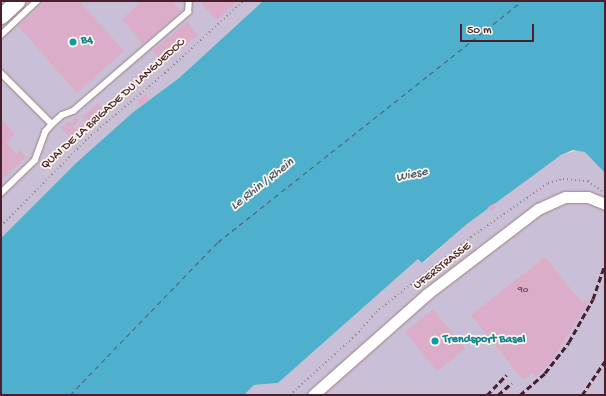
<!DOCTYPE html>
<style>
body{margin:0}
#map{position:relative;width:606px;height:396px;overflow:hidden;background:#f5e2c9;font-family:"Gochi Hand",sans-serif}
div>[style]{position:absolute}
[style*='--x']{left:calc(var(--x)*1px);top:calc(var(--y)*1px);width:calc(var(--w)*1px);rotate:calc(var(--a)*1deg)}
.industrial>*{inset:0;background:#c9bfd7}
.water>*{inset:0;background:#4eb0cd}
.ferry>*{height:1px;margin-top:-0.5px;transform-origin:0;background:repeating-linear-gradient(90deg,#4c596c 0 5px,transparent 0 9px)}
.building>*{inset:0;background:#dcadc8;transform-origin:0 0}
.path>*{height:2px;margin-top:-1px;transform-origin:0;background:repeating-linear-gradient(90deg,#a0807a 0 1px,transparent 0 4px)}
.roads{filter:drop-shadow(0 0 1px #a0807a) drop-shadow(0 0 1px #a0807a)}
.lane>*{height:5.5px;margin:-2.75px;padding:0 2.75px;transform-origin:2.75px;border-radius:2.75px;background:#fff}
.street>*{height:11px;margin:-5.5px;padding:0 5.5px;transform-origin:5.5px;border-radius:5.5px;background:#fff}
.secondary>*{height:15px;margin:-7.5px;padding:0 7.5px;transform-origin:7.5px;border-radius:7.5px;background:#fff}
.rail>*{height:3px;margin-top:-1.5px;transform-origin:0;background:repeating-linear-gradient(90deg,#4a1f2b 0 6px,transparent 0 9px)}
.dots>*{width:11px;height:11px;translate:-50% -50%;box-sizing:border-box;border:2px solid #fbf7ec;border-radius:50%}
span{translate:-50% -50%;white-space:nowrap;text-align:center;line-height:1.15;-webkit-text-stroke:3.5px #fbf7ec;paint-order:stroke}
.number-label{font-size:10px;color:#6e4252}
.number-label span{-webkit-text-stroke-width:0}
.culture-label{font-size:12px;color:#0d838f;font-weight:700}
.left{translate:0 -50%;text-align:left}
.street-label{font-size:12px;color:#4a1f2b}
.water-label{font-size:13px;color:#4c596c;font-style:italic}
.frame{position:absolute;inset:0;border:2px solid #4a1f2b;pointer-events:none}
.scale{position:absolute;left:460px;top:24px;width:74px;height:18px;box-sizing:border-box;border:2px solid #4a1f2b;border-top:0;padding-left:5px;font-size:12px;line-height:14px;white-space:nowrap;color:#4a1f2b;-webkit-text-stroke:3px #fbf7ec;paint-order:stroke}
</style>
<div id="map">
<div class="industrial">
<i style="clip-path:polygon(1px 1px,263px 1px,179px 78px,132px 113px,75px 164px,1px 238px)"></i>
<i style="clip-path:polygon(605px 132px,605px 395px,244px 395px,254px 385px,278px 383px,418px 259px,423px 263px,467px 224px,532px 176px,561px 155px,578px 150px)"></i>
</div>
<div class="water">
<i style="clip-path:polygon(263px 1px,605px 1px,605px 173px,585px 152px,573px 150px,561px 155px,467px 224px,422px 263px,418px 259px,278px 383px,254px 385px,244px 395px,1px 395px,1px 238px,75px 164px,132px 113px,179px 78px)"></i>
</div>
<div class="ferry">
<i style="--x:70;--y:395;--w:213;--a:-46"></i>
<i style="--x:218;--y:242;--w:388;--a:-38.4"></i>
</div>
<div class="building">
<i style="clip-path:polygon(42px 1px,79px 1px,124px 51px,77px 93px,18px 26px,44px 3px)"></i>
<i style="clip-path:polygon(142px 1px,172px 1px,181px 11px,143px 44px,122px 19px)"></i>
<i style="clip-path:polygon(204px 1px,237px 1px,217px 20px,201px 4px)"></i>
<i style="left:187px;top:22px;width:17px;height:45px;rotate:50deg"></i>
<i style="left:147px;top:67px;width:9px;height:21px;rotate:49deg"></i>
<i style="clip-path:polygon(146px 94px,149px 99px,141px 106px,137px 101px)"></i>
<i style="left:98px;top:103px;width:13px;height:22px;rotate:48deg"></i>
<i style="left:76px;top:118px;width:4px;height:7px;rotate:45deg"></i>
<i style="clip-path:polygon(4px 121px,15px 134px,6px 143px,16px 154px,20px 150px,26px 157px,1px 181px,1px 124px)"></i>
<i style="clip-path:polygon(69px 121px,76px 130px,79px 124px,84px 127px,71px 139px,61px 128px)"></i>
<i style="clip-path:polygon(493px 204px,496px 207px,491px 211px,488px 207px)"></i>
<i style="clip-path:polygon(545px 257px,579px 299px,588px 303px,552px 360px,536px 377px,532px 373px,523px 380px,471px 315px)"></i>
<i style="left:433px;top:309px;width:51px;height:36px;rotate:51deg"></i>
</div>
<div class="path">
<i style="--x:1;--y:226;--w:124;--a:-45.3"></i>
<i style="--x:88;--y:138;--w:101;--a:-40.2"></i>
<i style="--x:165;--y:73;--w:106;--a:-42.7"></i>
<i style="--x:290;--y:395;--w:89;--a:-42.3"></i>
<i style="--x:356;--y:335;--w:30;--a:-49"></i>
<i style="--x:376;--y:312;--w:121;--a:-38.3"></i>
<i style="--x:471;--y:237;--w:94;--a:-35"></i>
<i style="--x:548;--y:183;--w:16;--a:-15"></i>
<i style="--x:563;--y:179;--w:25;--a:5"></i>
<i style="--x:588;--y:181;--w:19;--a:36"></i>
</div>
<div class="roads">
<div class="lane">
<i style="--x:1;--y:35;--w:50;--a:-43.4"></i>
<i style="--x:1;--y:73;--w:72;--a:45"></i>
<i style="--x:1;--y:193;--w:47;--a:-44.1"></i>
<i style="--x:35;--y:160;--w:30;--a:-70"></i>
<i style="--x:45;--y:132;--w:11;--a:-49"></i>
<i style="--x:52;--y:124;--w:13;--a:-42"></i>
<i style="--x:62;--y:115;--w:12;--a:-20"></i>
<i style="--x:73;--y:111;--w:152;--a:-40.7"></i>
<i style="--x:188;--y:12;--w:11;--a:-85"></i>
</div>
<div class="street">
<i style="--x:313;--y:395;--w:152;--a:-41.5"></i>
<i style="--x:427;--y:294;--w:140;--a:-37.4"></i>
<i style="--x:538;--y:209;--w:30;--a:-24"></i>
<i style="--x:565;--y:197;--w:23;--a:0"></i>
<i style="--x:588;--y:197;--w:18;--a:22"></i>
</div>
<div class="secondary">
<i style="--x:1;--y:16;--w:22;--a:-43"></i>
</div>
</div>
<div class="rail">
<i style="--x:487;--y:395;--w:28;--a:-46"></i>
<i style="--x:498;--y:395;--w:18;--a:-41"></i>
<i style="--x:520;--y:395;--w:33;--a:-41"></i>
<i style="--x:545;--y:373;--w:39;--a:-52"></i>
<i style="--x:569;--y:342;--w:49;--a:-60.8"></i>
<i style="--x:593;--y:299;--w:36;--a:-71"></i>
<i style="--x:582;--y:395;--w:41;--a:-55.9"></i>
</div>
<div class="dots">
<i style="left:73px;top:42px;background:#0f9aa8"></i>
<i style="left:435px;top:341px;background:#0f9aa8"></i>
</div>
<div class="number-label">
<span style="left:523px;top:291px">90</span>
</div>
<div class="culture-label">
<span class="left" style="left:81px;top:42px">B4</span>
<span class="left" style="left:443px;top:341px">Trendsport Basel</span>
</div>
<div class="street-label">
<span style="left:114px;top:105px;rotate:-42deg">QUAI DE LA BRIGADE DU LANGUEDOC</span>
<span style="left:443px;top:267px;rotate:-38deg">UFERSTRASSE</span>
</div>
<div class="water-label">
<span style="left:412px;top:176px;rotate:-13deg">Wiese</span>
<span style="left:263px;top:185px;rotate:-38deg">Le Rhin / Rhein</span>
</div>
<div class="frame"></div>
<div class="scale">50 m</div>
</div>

################

### [Task statement]
Find the word "lane" in the records. Copy every line it appears in.

### [Problem solution]
.lane>*{height:5.5px;margin:-2.75px;padding:0 2.75px;transform-origin:2.75px;border-radius:2.75px;background:#fff}
<div class="lane">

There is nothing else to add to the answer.